◆ Data for analysis:
-----
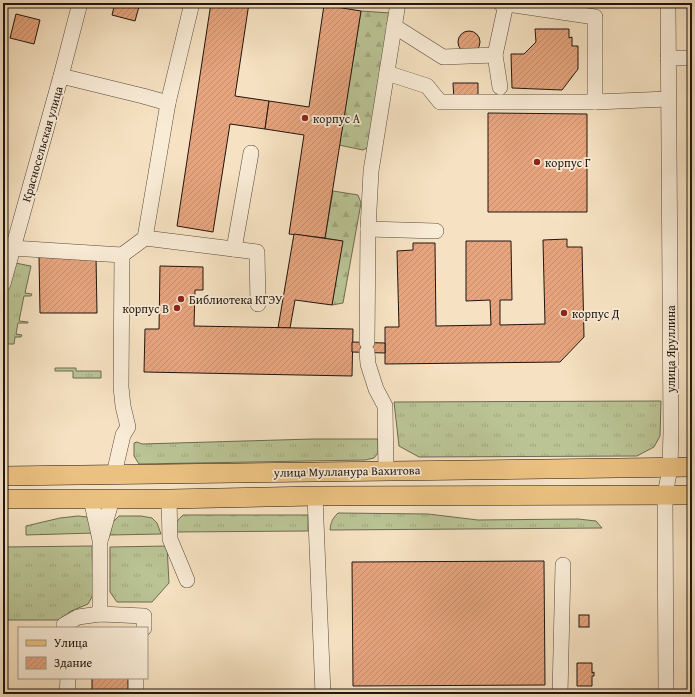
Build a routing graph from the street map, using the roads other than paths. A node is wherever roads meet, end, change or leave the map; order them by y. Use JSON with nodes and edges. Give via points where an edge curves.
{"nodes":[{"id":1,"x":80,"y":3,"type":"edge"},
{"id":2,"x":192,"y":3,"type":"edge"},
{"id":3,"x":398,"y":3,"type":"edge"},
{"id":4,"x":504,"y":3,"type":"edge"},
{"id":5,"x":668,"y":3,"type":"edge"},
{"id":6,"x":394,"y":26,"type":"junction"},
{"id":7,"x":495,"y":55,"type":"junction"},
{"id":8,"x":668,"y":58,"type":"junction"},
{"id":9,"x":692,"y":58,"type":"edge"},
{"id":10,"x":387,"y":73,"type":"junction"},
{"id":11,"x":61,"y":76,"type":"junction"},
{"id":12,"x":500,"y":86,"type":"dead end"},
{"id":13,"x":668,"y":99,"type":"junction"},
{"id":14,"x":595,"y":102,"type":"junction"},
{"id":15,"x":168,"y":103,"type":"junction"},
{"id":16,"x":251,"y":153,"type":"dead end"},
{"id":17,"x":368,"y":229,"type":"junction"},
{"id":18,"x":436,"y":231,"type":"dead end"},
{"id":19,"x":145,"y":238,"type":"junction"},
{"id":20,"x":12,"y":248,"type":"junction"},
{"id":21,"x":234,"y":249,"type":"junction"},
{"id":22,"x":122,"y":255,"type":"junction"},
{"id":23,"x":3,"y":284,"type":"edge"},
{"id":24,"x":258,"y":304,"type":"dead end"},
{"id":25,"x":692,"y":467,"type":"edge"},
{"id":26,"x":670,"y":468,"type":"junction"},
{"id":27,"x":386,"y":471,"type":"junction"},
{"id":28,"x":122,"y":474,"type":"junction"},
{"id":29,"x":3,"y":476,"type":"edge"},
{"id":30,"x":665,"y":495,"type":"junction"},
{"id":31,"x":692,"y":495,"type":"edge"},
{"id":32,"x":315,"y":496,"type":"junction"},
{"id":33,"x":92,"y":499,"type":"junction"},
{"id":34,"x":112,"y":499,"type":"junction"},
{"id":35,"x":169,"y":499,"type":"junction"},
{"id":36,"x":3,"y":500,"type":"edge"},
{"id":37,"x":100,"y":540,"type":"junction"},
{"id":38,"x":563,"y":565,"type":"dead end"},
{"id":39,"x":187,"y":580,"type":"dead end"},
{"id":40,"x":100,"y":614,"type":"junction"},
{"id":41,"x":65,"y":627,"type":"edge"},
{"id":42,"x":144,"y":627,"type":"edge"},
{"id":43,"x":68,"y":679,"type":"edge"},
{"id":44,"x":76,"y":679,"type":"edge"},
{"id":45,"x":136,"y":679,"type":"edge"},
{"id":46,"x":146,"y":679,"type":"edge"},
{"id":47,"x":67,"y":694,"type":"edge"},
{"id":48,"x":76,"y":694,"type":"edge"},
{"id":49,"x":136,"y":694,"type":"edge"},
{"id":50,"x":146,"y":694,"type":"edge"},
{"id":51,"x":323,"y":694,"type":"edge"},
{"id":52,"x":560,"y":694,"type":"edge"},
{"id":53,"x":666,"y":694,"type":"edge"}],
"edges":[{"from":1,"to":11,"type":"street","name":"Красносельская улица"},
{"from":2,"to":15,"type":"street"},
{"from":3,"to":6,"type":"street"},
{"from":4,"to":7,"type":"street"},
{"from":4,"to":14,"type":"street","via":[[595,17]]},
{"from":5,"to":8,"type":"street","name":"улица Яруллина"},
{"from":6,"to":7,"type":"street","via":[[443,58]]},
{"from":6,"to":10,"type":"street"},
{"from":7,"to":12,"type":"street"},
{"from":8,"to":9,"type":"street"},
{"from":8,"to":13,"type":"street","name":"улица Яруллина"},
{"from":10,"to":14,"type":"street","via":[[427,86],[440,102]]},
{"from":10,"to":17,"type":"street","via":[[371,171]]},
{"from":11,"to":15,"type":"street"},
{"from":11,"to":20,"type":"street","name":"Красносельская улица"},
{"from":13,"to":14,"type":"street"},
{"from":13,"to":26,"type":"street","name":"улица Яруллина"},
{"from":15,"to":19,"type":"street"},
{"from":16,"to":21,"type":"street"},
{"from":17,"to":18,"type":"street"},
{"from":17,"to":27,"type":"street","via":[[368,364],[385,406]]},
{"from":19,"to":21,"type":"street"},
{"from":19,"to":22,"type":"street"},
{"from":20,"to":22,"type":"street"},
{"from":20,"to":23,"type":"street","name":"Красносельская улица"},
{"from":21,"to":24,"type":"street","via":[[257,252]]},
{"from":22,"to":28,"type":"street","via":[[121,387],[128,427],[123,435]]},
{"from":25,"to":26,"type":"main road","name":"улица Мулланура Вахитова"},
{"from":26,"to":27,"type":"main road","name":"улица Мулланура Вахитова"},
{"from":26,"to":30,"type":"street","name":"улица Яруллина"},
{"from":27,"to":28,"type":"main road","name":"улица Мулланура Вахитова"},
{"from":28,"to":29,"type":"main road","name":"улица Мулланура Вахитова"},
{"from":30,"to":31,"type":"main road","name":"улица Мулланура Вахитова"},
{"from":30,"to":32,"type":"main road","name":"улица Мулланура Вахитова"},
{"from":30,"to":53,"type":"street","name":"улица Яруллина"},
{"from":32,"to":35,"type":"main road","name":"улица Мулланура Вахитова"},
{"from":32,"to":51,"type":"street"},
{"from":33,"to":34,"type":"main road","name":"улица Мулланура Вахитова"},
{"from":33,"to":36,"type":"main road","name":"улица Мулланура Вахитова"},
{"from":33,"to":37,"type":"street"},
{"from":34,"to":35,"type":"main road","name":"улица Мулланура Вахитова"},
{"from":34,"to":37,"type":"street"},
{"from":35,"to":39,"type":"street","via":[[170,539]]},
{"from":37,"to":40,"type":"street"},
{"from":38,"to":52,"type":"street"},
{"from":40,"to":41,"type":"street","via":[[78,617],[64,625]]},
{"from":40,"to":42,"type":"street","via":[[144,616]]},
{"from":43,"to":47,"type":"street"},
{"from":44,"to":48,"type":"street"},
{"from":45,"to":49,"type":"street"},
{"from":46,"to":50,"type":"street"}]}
-----
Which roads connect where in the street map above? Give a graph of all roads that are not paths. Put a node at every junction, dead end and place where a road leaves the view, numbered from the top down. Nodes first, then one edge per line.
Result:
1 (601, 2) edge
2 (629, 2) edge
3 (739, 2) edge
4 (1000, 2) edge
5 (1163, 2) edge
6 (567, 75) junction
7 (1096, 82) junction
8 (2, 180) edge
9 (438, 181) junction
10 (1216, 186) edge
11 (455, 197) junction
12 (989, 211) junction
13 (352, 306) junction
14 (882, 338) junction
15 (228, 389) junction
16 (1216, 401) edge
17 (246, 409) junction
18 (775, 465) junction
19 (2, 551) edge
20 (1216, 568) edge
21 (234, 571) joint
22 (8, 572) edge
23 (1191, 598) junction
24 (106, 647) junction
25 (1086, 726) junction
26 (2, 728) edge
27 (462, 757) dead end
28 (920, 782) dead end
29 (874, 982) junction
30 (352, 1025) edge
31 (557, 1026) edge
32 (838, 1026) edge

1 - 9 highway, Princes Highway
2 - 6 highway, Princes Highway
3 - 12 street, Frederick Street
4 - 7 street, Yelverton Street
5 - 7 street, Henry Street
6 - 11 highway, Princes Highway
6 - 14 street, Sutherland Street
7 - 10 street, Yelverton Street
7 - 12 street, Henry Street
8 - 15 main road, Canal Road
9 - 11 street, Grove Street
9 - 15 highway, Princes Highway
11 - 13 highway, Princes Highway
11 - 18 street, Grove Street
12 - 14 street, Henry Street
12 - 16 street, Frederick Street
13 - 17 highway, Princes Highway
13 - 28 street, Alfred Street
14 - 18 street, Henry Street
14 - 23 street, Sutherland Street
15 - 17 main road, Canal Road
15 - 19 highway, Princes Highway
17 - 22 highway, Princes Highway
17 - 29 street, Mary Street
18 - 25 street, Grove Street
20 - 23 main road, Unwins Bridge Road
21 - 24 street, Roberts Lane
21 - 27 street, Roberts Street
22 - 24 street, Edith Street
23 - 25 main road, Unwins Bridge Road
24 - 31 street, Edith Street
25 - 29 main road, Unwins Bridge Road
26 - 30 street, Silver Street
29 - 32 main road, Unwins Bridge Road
-----
Please return each line of the listing above that contains "dead".

◆ Output of the task:
{"id":12,"x":500,"y":86,"type":"dead end"},
{"id":16,"x":251,"y":153,"type":"dead end"},
{"id":18,"x":436,"y":231,"type":"dead end"},
{"id":24,"x":258,"y":304,"type":"dead end"},
{"id":38,"x":563,"y":565,"type":"dead end"},
{"id":39,"x":187,"y":580,"type":"dead end"},
Which roads connect where in the street map above? Give a graph of all roads that are not paths. Put a node at every junction, dead end and place where a road leaves the view, numbered from the top down. Nodes first, then one edge per line.
27 (462, 757) dead end
28 (920, 782) dead end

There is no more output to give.